Strikes have not yet begun, but the US has made humanitarian air drops to Iraqis under threat from the militants.
IS has seized Qaraqosh, Iraq’s biggest Christian town, forcing locals to flee.
The Sunni Muslim group, formerly known as Isis, has been gaining ground in northern Iraq and Syria for several months.
In a rapid advance in June the group took control of the northern city of Mosul and advanced south towards Baghdad.
It now controls large swathes of Iraq and Syria and says it has created an Islamic caliphate in its territory.
‘Coming to help’
Speaking at the White House, Mr Obama said US military aircraft had already dropped food and water to members of the Yazidi religious minority community trapped on Mount Sinjar by IS fighters.
The Yazidis face starvation and dehydration if they remain on the mountain, and slaughter at the hands of the IS if they flee, officials have warned.
Mr Obama said the US could not turn a “blind eye” to the prospect of violence “on a horrific scale”, especially when the Iraqi government had requested assistance.
He said the US would act “carefully and responsibly, to prevent a potential act of genocide”.
US air strikes would target IS fighters if they threaten Baghdad or move towards the Kurdish capital of Irbil, where there is a significant presence of US diplomats and military advisers, Mr Obama said.
In addition, he authorised strikes “if necessary” to help Iraqi government forces break the siege at Mount Sinjar and rescue the trapped civilians.
“The only lasting solution is reconciliation among Iraqi communities and stronger Iraqi security forces,” Mr Obama added.
For a president still busy withdrawing his troops from Afghanistan, the situation in northern Iraq has proved decisive.
Doing nothing here was not an option and the US could not turn a blind eye to what Mr Obama called the systematic destruction of Christians and Yazidis.
He employed strong language to seek justification.

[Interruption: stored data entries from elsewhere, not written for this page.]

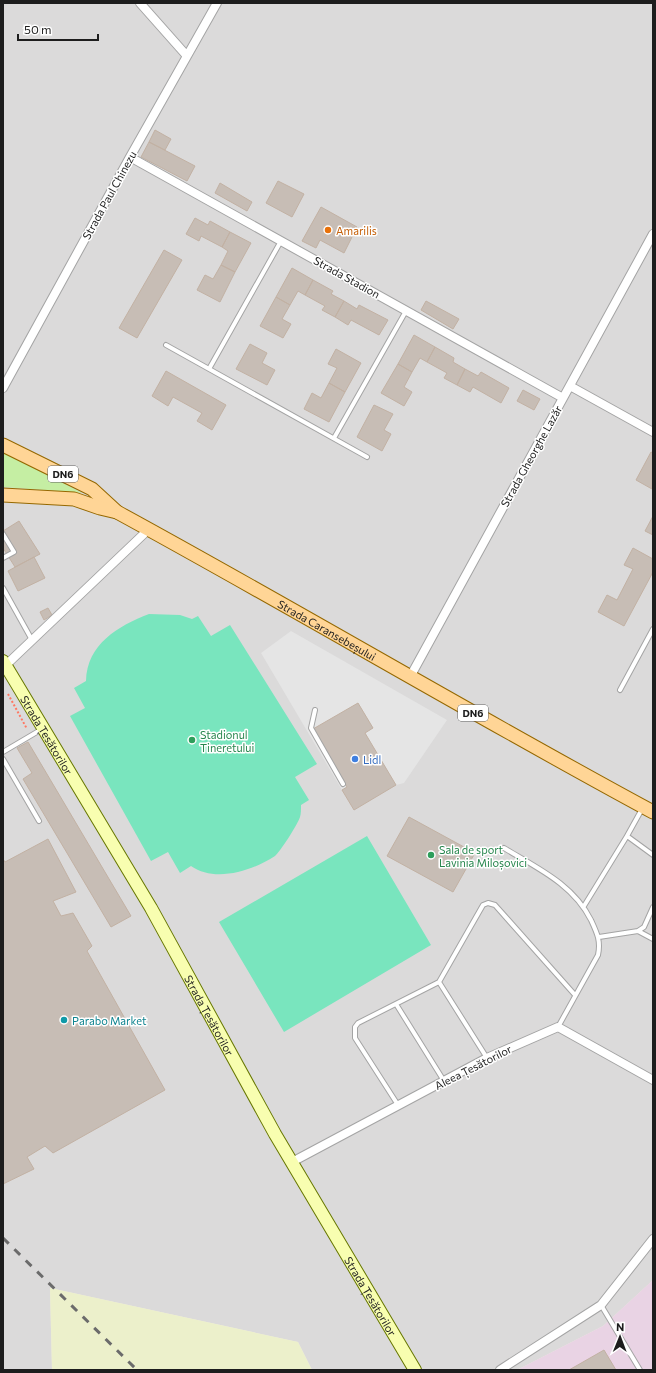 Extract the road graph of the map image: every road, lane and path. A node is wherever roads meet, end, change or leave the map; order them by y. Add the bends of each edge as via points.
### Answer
1 (140, 3) edge
2 (217, 3) edge
3 (187, 56) junction
4 (130, 157) junction
5 (653, 234) edge
6 (281, 241) junction
7 (406, 310) junction
8 (166, 345) dead end
9 (209, 369) junction
10 (570, 386) junction
11 (3, 388) edge
12 (563, 398) junction
13 (653, 432) edge
14 (334, 438) junction
15 (3, 445) edge
16 (367, 457) dead end
17 (3, 495) edge
18 (117, 512) junction
19 (150, 529) junction
20 (3, 534) edge
21 (3, 558) edge
22 (3, 588) edge
23 (653, 629) edge
24 (32, 641) junction
25 (4, 663) edge
26 (410, 677) junction
27 (6, 690) dead end
28 (620, 690) dead end
29 (316, 710) dead end
30 (43, 728) junction
31 (30, 735) junction
32 (3, 752) edge
33 (3, 759) edge
34 (343, 784) dead end
35 (648, 809) edge
36 (39, 821) dead end
37 (627, 836) junction
38 (504, 848) dead end
39 (653, 855) edge
40 (584, 906) junction
41 (653, 907) edge
42 (638, 931) junction
43 (599, 937) junction
44 (653, 939) edge
45 (439, 982) junction
46 (575, 995) junction
47 (396, 1004) junction
48 (558, 1027) junction
49 (487, 1058) junction
50 (653, 1080) edge
51 (444, 1081) junction
52 (398, 1105) junction
53 (292, 1162) junction
54 (653, 1239) edge
55 (601, 1305) junction
56 (415, 1370) edge
57 (500, 1370) edge
58 (640, 1370) edge

1 - 3 street
2 - 3 street, Strada Paul Chinezu
3 - 4 street, Strada Paul Chinezu
4 - 6 street, Strada Stadion
4 - 11 street, Strada Paul Chinezu
5 - 10 street, Strada Gheorghe Lazăr
6 - 7 street, Strada Stadion
6 - 9 lane
7 - 12 street, Strada Stadion
7 - 14 lane
8 - 9 lane
9 - 14 lane
10 - 12 street, Strada Gheorghe Lazăr
10 - 13 street
12 - 26 street, Strada Gheorghe Lazăr
14 - 16 lane
15 - 18 main road, Strada Caransebeșului / DN6 via 92,489
17 - 18 main road, DN6 via 74,499
18 - 19 main road, Strada Caransebeșului / DN6
19 - 24 street
19 - 26 main road, Strada Caransebeșului / DN6
20 - 21 lane via 14,552
22 - 24 lane
23 - 28 lane
24 - 25 street
25 - 30 main road, Strada Țesătorilor
26 - 35 main road, Strada Caransebeșului / DN6
27 - 31 path
29 - 34 lane via 311,728
30 - 31 lane
30 - 53 main road, Strada Țesătorilor via 151,908
31 - 32 lane
33 - 36 lane
35 - 37 lane
37 - 39 lane
37 - 40 lane
38 - 40 lane via 554,878
40 - 43 lane
41 - 42 lane via 644,927
42 - 43 lane
42 - 44 lane
43 - 46 lane via 598,955
45 - 46 lane via 480,908 492,903
45 - 47 lane
45 - 49 lane
46 - 48 lane
47 - 51 lane
47 - 52 lane via 358,1023 354,1032 355,1038
48 - 49 street, Aleea Țesătorilor
48 - 50 street
49 - 51 street, Aleea Țesătorilor
51 - 52 street, Aleea Țesătorilor
52 - 53 street, Aleea Țesătorilor
53 - 56 main road, Strada Țesătorilor
54 - 55 street
55 - 57 street
55 - 58 lane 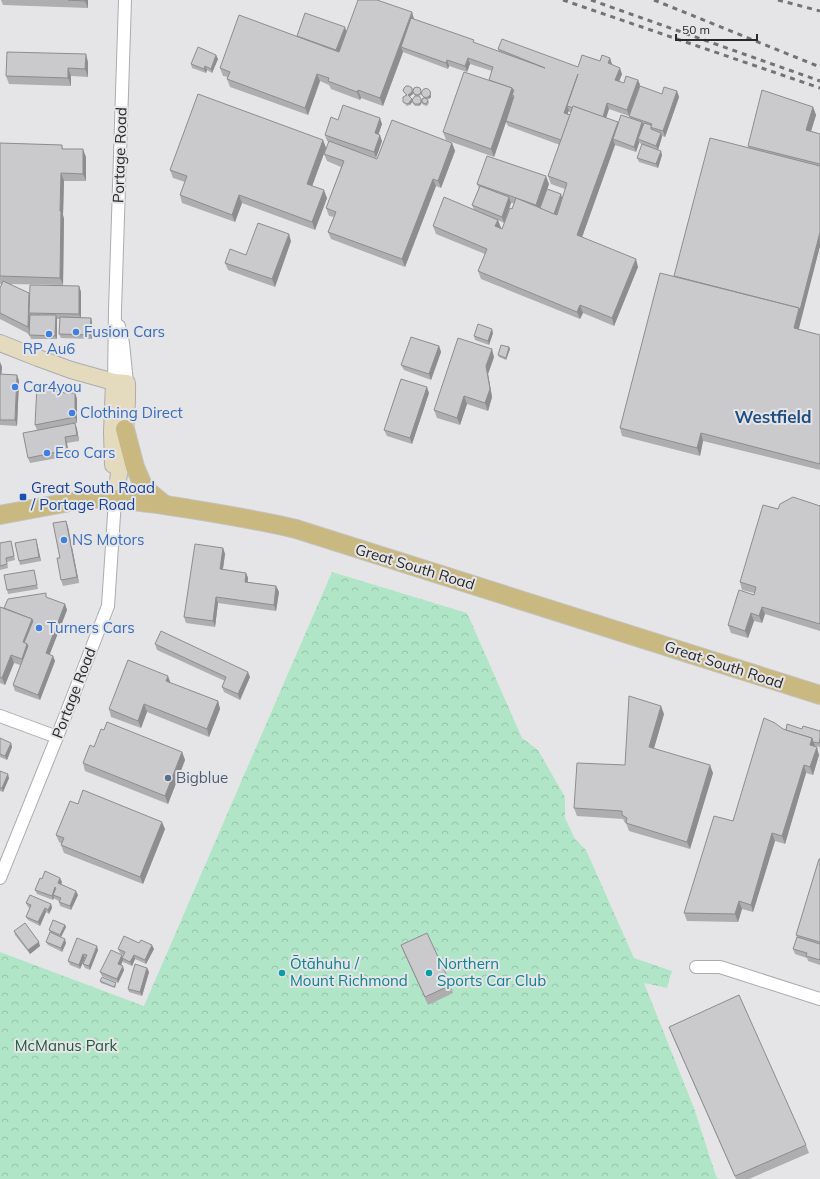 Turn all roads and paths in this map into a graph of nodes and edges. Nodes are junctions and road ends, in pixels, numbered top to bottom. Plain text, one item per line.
1 (125, 0) edge
2 (0, 343) edge
3 (82, 373) junction
4 (120, 382) junction
5 (119, 430) junction
6 (115, 500) junction
7 (164, 505) junction
8 (0, 515) edge
9 (820, 696) edge
10 (0, 716) edge
11 (57, 737) junction
12 (0, 878) edge
13 (696, 967) dead end
14 (820, 999) edge

1 - 4 street, Portage Road
2 - 3 main road
3 - 4 main road
3 - 5 main road
4 - 5 main road, Portage Road
5 - 6 main road, Portage Road
5 - 7 main road
6 - 7 main road, Great South Road
6 - 8 main road, Great South Road
6 - 11 street, Portage Road
7 - 9 main road, Great South Road
10 - 11 street
11 - 12 street, Portage Road
13 - 14 street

It was, he said, to prevent acts of genocide.
It is a hugely symbolic and potent term for a president who a year ago decided against military intervention in Syria. And that was after a red line had been crossed and chemical weapons had been used.
This time, just across the border, the White House has a specific goal – the protection of US assets and embassy personnel in Iraq and to bring urgent relief to the civilians affected.
But to critics it is too limited an operation that will do little to diminish the power of the Islamic State jihadists.